Consistent with our results, it was reported that statin therapy was associated with a reduction in average LDL-C or visit-to-visit LDL-C variability (18-20), as well as favorable clinical prognosis in non-obstructive CAD (31). Besides, the variability in LDL-C levels might also reflect behavioral or clinical factors, such as inconsistent adherence to treatment, that weaken statins responsiveness (19). Statin withdrawal might lead to a rebound phenomenon by eliminating beneficial pleiotropic effects, such as cholesterol-lowering effect, plaque stabilization, endothelial function improvement, and anti-oxidative and anti-inflammatory effects (32). A strong positive and significant association was noted between increasing LDL-C variability and statin non-adherence (20). To avoid the effects of statin non-adherence in the present study, only patients with statin MPR ≥80% were enrolled.

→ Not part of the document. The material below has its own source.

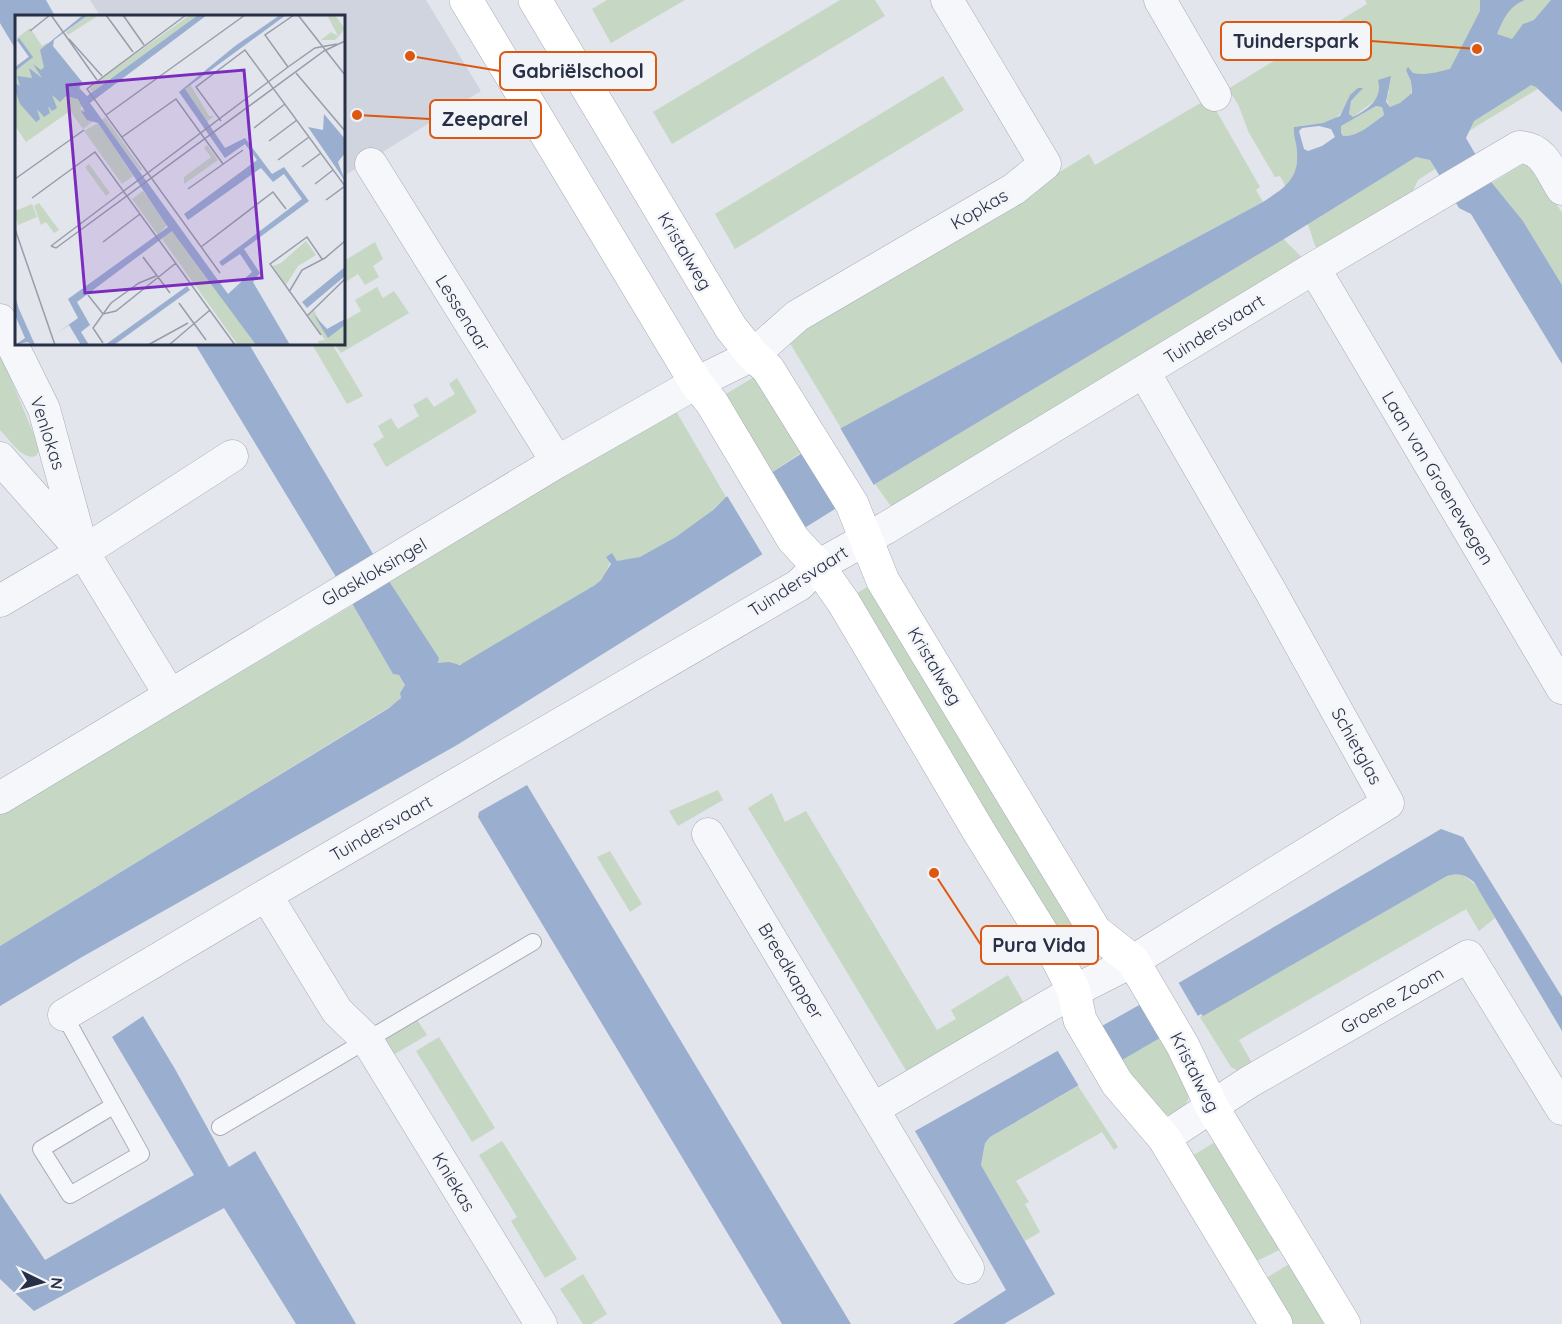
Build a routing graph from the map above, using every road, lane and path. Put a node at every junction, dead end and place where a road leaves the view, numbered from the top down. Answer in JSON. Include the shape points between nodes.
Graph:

In addition to all-cause mortality and composite endpoints, we also analyzed the associations of the LDL variability and MI/coronary revascularization, and the LDL variability and cardiovascular/non-cardiovascular death. We found a decrease trend in the incidence of MI/coronary revascularization in lower LDL-C variability. And a higher LDL-C variability led to both increased cardiovascular and non-cardiovascular death. The difference in cardiovascular death was more pronounced. These results suggested the clinical importance of LDL-C variability among non-obstructive CAD.

Study limitation

First, due to the nature of this retrospective cohort study, causality could not be determined. Furthermore, potential information biases include changes in the sample examination method with time and differences in the number of LDL-C measurements. In particular, the intervals between LDL-C measurements varied for the enrolled patient. Second, we did not measure the markers of endothelial function, because it is widely recognized that the LDL-C variability causes endothelial dysfunction. Lastly, because only the Chinese population was included, our findings cannot be extrapolated to people of different ethnicities.

Conclusion

Overall, the LDL-C variability was related independently to the risk of all-cause mortality or composite endpoints (death, MI, and coronary revascularization) in a population with non-obstructive CAD. These findings suggest the clinical importance of LDL-C variability, and they warrant further investigation of interventions to improve outcomes among patients with non-obstructive CAD.